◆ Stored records

+--

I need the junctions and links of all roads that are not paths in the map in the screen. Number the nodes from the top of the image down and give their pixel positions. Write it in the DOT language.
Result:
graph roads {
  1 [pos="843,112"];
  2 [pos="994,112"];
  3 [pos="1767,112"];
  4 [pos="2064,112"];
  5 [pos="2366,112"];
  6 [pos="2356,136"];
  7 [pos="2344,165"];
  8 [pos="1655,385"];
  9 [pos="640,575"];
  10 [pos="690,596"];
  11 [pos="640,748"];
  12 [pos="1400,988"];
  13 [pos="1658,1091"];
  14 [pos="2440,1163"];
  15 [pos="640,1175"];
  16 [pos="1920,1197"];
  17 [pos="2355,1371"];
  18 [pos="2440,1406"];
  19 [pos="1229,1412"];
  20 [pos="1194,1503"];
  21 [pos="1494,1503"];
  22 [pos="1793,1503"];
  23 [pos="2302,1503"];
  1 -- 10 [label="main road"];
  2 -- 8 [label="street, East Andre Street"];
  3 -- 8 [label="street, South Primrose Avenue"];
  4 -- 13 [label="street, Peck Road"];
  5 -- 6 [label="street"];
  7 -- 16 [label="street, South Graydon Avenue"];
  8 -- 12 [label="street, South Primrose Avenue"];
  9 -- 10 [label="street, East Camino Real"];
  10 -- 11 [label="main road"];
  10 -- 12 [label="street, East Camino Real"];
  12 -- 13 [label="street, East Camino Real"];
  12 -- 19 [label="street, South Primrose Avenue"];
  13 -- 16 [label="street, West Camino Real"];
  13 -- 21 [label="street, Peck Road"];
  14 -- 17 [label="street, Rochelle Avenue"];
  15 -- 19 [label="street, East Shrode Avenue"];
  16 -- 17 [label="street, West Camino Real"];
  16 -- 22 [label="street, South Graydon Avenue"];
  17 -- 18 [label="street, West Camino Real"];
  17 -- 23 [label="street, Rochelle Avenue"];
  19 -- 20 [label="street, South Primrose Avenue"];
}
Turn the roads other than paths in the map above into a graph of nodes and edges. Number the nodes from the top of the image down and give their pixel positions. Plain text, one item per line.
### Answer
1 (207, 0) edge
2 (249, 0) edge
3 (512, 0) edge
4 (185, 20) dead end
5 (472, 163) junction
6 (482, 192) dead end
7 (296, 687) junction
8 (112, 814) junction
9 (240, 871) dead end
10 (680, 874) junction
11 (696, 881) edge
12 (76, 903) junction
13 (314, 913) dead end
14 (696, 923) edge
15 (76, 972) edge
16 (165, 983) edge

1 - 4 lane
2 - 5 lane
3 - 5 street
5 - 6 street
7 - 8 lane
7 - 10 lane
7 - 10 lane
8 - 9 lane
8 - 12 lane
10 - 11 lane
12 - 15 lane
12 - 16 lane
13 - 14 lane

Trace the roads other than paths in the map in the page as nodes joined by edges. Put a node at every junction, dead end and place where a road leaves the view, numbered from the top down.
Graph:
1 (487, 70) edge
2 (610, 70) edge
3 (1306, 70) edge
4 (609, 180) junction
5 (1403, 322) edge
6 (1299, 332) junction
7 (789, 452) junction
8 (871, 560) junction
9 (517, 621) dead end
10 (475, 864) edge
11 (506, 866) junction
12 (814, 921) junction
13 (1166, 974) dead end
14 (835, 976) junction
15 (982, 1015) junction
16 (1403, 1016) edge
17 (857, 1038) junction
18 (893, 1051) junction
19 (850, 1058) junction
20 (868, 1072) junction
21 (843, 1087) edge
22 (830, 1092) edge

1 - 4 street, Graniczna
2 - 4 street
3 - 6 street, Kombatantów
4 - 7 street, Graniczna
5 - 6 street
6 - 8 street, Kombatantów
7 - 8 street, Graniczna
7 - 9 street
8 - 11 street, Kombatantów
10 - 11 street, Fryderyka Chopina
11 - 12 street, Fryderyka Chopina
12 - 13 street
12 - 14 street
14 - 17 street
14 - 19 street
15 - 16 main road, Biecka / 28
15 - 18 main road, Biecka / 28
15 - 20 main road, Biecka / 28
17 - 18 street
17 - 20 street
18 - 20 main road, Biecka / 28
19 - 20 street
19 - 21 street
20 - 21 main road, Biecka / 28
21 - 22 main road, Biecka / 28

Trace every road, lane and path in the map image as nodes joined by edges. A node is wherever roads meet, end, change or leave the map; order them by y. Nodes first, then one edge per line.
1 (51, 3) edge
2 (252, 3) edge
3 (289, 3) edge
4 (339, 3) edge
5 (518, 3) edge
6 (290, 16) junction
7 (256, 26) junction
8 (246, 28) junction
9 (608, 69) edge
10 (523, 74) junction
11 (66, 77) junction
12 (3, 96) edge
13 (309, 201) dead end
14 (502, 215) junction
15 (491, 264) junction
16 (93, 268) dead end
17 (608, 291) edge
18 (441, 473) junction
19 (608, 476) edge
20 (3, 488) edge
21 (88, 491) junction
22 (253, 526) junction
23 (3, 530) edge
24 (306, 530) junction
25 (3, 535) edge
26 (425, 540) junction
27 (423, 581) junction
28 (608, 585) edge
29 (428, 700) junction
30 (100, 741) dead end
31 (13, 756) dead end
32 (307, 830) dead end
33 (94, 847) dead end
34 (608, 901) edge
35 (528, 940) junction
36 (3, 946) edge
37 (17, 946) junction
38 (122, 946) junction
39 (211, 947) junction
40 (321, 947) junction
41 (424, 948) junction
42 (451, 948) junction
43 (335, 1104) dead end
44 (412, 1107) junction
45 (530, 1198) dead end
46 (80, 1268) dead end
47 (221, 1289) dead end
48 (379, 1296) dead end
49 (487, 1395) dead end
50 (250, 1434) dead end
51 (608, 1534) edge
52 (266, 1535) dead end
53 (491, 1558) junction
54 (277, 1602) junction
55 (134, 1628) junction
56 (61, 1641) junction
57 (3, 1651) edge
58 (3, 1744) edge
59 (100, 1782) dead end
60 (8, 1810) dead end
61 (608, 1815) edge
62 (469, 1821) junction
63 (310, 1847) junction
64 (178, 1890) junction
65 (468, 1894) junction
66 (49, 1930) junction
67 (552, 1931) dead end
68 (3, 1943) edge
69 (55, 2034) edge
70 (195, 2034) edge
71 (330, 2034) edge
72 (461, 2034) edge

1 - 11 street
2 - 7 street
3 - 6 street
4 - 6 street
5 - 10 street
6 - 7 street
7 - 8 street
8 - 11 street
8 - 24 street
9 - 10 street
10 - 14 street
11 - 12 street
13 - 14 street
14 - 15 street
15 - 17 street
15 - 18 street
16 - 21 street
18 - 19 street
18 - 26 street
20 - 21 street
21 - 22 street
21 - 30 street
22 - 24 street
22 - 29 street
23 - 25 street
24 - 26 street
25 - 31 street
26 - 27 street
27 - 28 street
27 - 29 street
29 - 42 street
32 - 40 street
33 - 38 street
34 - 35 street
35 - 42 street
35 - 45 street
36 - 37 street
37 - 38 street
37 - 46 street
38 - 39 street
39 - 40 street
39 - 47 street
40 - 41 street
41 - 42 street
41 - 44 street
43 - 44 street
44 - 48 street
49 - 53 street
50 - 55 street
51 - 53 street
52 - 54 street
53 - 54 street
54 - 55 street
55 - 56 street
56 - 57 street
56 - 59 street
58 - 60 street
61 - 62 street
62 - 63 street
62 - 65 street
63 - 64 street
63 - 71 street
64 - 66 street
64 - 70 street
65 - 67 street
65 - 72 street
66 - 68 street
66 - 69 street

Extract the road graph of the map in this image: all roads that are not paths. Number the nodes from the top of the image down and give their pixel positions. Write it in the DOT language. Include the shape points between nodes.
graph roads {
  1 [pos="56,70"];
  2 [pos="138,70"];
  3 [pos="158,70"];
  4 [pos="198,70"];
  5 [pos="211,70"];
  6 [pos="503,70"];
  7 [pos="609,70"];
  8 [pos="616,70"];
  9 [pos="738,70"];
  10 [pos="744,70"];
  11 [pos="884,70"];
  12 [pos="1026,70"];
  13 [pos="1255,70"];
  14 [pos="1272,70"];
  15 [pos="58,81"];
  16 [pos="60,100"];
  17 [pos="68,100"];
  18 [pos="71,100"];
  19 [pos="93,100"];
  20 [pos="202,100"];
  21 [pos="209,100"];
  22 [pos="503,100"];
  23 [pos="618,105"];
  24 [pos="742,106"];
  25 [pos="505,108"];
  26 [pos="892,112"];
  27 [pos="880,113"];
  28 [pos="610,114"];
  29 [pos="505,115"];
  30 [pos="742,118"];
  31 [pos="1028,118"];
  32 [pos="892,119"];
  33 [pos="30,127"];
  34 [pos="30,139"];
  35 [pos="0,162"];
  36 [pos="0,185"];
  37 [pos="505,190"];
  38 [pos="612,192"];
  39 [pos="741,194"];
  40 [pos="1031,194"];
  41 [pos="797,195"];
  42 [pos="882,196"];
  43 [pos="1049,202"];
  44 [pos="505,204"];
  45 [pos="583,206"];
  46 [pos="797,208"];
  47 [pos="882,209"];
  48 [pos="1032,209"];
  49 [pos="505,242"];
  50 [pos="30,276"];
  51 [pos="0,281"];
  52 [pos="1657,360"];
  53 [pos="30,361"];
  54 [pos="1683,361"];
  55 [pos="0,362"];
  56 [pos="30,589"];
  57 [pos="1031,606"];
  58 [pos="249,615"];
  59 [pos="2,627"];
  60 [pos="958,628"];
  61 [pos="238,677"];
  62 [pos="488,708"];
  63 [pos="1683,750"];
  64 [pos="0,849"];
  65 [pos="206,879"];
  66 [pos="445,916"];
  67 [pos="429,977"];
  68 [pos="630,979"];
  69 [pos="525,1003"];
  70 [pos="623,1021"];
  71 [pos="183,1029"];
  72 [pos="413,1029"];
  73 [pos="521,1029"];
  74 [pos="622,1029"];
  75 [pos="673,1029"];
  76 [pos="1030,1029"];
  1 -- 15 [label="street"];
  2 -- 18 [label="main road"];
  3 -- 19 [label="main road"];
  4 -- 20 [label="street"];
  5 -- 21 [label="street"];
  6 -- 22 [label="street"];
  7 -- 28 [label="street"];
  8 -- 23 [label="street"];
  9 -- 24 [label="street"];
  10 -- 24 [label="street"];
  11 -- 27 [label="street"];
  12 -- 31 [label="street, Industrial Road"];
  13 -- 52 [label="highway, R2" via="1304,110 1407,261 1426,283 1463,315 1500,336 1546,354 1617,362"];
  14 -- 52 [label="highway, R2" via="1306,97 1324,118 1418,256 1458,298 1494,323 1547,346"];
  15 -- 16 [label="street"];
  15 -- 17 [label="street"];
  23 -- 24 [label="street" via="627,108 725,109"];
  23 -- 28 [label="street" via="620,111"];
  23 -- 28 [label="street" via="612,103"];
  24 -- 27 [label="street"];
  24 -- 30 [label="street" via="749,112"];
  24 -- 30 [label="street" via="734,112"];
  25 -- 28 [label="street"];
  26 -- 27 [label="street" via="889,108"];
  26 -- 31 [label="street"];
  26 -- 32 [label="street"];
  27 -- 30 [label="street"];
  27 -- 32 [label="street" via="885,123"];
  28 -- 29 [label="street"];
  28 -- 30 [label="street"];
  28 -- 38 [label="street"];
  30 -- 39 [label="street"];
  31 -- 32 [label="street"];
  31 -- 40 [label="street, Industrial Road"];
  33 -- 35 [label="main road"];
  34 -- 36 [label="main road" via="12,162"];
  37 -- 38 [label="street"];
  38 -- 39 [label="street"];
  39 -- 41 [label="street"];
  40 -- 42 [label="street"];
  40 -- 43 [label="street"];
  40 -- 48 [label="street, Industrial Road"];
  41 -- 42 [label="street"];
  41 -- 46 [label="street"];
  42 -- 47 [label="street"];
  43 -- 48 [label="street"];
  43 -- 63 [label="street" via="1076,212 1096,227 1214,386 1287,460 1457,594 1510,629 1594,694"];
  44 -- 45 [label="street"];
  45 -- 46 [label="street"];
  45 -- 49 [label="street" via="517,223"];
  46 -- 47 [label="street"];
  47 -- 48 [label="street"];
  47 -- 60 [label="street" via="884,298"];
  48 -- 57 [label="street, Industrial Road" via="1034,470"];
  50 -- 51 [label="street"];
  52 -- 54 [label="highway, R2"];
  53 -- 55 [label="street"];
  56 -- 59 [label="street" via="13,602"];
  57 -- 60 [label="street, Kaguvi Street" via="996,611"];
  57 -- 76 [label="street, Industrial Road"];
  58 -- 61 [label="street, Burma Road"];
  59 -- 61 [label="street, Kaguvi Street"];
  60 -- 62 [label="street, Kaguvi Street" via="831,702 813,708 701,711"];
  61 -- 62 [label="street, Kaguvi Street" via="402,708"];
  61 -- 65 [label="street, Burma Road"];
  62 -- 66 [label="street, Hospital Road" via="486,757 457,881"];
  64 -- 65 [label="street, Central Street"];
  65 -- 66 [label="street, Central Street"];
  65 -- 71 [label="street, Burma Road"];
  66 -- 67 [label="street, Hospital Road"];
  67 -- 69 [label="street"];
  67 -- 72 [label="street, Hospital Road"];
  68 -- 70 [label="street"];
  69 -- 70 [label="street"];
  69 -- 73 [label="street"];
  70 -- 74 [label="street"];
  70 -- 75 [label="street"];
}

+--

◆ TASK REQUIREMENTS
Each line above that contains "Graniczna" must be copied out.

◆ WRITTEN RESPONSE
1 - 4 street, Graniczna
4 - 7 street, Graniczna
7 - 8 street, Graniczna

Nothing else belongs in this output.